One of the best ways to cope with infertility is to empower yourself with a solid foundation of understanding. Over the next few weeks, we’ll be diving in to cover the basics of why and how to cope when your pregnancy test keeps coming back negative.

To kick us off, let’s take a look at the state of infertility today in the U.S.

One in 8 couples has trouble getting pregnant.

Infertility is defined as the inability to conceive on your own after one year of trying. It’s a medical condition recognized by the American Society for Reproductive Medicine and the World Health Organization and roughly 6% of married women aged 15 to 44 years experience it.

Through educating the general population on common causes and proactive family planning, like egg freezing, the infertility rate in the U.S. has been on the decline in the past few years.

There’s no single reason why.

Taking a look at what a woman needs (the ovaries, fallopian tubes, uterus and hormones) to get pregnant, it becomes clear that the inability to get pregnant can happen for many reasons. And women are just half the equation! Men can also run into trouble conceiving due to sperm concentration, motility, and morphology.

About a third of the time, infertility can be traced back to the women. In another third, it can be traced back to the man and the rest of the time, it’s a combination of both. In future blog posts, we’ll review the most common causes of infertility in greater depth.

The options can be overwhelming, and the journey all-consuming.
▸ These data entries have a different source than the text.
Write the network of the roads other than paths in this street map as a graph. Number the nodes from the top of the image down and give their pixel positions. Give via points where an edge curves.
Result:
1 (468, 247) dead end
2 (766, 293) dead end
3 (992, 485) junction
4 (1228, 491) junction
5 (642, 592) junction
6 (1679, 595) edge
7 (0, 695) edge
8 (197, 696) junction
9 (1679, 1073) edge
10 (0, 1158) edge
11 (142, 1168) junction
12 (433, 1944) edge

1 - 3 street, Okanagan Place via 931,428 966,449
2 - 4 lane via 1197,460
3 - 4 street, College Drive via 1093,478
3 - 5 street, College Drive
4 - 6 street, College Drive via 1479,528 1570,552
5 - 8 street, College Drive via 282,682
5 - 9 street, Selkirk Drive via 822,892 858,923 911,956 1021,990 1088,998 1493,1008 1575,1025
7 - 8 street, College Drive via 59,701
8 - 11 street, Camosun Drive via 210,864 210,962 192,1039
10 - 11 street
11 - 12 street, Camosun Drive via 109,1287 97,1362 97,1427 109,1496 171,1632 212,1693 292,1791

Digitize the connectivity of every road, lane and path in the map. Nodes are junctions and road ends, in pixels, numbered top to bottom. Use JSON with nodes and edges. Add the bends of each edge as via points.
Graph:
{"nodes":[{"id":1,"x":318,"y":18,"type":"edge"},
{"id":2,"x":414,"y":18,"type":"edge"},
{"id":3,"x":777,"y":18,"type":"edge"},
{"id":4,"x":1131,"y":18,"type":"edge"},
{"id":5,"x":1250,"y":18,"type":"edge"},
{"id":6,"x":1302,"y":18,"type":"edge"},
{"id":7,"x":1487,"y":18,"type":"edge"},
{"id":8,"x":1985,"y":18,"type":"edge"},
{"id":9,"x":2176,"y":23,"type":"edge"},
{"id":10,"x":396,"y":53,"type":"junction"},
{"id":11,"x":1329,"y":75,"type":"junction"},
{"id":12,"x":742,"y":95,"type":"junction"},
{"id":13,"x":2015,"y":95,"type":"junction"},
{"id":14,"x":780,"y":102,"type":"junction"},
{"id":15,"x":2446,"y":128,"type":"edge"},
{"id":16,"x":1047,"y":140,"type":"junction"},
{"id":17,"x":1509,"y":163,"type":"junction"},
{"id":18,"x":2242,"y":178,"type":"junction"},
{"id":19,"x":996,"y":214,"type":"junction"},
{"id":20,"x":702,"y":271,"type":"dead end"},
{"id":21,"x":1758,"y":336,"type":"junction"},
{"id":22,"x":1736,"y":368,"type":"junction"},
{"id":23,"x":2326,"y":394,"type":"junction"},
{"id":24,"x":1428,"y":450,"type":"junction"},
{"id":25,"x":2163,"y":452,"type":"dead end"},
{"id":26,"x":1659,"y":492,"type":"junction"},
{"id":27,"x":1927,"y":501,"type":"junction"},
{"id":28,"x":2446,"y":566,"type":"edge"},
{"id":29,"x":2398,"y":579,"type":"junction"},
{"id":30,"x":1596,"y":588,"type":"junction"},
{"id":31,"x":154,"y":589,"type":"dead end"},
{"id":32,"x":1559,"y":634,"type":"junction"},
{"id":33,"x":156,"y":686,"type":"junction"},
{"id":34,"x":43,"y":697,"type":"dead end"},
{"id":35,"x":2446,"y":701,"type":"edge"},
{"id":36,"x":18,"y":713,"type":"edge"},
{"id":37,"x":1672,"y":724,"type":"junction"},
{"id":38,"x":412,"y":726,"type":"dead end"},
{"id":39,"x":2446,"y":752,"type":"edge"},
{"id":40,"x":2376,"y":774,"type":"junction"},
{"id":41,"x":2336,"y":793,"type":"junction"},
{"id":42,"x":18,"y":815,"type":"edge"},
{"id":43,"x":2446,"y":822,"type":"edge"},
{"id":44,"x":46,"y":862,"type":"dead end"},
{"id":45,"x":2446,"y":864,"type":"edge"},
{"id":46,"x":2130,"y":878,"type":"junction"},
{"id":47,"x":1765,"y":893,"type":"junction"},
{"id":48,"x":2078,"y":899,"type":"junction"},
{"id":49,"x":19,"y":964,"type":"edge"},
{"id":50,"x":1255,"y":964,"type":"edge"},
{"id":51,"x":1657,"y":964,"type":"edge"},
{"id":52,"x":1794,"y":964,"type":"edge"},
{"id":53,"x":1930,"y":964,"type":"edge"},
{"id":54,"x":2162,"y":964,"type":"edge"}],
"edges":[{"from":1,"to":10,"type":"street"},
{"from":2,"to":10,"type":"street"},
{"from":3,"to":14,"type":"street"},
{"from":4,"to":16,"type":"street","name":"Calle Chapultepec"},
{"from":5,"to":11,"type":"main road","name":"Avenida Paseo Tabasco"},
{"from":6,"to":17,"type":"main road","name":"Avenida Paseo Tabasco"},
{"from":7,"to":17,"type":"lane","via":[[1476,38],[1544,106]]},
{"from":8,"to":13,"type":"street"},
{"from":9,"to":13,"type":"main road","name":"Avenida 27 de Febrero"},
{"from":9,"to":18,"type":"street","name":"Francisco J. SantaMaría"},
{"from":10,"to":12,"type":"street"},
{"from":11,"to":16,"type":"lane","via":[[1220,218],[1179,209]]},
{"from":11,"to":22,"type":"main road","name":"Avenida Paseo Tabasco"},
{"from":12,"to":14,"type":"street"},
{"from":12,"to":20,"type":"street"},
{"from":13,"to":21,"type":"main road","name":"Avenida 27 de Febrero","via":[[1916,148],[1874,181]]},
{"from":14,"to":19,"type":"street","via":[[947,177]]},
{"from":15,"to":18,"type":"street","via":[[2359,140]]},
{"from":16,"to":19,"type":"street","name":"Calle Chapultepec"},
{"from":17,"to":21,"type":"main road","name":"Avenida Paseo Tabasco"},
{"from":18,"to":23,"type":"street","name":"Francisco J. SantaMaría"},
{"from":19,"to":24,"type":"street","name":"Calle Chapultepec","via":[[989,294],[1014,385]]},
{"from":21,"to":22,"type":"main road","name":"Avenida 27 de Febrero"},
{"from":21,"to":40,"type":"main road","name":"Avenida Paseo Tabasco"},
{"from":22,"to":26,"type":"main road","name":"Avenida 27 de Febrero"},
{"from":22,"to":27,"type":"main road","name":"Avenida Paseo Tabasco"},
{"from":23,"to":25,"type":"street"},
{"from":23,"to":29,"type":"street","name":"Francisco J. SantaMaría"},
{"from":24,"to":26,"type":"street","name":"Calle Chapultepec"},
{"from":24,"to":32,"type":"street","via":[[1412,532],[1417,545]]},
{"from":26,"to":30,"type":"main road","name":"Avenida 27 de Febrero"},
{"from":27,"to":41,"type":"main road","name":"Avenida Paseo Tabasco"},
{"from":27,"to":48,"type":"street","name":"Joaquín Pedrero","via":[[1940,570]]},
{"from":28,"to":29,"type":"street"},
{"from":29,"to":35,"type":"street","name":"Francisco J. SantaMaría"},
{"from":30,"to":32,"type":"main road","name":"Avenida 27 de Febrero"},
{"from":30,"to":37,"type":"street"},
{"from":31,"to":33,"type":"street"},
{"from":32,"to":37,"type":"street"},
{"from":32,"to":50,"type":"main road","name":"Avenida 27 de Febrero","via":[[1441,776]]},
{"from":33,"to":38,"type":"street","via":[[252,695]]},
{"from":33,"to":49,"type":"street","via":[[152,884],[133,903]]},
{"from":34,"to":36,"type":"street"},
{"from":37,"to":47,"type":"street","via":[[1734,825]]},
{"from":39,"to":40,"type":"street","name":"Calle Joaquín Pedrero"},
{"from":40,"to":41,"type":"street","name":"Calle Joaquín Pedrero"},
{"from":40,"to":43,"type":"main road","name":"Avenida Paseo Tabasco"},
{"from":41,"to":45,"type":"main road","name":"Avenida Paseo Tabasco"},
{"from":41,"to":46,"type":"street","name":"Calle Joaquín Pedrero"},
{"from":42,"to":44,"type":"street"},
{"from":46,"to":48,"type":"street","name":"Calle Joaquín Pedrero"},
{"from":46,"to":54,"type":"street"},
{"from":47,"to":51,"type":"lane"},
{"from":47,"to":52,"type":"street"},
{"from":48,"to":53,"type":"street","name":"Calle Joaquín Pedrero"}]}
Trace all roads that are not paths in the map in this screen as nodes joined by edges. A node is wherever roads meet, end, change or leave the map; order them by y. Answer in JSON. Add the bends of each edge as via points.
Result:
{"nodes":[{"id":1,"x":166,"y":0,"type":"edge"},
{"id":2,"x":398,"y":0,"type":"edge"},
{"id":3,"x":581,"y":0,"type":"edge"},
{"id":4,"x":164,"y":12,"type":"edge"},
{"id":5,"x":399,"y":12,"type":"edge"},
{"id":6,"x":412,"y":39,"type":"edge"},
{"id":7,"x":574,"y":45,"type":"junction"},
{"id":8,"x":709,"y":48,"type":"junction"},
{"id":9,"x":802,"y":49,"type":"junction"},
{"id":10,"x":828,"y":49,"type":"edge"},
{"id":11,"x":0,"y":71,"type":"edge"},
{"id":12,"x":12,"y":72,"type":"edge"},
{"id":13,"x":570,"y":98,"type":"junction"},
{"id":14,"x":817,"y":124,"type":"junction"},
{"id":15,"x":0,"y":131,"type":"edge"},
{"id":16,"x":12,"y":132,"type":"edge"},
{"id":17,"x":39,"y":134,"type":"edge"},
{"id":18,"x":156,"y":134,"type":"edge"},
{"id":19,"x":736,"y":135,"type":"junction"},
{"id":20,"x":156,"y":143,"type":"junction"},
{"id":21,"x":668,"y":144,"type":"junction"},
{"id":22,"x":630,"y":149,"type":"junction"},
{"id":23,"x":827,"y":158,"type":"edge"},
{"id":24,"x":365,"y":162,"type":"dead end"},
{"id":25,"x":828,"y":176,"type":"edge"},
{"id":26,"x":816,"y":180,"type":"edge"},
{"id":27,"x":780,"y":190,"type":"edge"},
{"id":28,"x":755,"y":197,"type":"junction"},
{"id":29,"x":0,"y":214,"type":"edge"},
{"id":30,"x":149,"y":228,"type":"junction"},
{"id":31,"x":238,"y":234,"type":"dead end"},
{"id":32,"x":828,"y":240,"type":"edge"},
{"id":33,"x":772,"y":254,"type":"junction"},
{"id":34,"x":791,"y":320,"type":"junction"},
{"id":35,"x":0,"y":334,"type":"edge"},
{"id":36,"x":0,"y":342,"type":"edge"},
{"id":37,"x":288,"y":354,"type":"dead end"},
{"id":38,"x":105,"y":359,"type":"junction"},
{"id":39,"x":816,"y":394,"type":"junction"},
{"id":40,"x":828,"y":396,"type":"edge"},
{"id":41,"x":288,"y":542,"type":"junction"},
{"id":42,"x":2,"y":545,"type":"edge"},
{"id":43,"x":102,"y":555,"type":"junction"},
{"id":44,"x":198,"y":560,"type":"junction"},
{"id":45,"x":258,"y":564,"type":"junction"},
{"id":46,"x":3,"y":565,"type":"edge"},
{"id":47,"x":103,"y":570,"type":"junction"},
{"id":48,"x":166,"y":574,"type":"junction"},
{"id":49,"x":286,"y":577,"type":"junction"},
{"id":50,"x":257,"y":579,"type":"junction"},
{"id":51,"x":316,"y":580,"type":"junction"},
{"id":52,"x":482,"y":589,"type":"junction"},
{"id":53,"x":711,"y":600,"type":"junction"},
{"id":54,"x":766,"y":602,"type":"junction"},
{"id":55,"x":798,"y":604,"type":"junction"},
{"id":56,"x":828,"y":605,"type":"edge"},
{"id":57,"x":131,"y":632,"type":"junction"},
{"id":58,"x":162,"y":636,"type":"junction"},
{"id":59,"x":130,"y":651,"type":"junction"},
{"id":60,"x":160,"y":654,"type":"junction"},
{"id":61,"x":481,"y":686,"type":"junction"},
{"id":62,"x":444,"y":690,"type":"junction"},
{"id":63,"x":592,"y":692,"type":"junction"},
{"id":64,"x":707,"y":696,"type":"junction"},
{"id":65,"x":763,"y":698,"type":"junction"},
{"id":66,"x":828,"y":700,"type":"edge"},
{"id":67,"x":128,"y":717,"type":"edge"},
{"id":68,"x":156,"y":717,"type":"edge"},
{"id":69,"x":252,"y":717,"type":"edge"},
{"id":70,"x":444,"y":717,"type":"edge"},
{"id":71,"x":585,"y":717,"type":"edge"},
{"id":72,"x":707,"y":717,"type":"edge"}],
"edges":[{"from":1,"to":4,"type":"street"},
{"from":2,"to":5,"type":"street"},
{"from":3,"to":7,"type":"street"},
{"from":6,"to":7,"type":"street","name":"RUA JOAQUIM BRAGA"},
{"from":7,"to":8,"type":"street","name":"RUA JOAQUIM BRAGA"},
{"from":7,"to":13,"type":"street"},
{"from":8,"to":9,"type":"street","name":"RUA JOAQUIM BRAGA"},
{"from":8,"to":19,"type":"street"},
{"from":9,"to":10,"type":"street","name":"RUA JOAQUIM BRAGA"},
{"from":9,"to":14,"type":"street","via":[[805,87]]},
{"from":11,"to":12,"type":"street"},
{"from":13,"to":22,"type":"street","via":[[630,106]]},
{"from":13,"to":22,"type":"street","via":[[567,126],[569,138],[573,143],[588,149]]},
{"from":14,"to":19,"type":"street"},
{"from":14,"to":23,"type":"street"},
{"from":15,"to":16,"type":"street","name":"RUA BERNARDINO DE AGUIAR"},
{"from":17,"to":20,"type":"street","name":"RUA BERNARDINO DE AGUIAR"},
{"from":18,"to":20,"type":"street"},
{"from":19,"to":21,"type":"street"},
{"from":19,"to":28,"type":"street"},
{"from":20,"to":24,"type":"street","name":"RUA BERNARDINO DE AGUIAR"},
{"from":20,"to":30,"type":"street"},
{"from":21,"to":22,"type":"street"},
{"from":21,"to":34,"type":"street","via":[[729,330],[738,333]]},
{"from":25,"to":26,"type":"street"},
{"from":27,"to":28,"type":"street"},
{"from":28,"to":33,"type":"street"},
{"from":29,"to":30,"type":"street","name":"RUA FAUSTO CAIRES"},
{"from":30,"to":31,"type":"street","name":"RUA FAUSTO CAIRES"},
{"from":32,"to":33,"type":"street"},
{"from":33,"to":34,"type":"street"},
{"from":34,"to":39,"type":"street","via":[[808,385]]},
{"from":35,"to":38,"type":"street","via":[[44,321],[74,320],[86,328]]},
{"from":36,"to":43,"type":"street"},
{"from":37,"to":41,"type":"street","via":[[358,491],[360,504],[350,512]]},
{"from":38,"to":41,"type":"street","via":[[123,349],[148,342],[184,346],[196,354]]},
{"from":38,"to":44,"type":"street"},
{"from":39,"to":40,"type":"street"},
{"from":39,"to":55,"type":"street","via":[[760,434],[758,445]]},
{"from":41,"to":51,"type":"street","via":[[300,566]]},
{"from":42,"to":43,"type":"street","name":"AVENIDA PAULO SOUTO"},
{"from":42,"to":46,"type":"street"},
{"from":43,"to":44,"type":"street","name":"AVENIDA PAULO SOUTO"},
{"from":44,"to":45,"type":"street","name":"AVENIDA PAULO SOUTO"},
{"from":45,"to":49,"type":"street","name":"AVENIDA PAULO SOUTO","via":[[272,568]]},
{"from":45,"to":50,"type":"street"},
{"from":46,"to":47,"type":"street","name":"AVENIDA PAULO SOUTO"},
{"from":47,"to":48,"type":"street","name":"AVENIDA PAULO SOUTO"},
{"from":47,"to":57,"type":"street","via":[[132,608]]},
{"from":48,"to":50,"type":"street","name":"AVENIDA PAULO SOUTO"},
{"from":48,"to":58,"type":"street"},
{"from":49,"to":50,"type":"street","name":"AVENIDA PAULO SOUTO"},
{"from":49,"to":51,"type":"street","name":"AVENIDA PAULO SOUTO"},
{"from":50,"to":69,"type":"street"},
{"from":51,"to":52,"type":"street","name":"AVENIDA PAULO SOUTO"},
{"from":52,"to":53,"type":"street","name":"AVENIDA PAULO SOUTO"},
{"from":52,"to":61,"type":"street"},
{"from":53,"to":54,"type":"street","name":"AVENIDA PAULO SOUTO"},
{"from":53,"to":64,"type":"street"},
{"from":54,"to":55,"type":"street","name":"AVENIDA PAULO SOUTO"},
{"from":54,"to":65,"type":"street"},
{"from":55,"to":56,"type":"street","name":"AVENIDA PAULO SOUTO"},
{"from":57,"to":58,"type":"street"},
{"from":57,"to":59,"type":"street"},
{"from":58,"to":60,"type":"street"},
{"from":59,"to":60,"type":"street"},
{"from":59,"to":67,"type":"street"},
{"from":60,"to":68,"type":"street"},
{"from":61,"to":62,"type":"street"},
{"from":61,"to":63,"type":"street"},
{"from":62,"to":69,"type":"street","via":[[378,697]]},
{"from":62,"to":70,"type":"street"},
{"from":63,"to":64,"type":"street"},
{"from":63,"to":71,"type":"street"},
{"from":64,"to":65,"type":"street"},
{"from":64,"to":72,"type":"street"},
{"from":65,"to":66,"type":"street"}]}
While infertility rates are on the decline, the business of Assisted Reproductive Treatments is growing. Treatments range from hormonal (if infertility is due to an imbalance) to surgical (for example, unblocking a fallopian tube). When initial treatments don’t work, the common next step is in-vitro fertilization (IVF). IVF has laid the groundwork for embryo donation.

Treating infertility can be incredibly expensive, and even completely inaccessible for some families. All the while, infertility itself is emotionally, physically, and mentally draining. In fact, research has shown that stress levels of women experiencing infertility are equivalent to those with cancer, heart disease, or AIDS.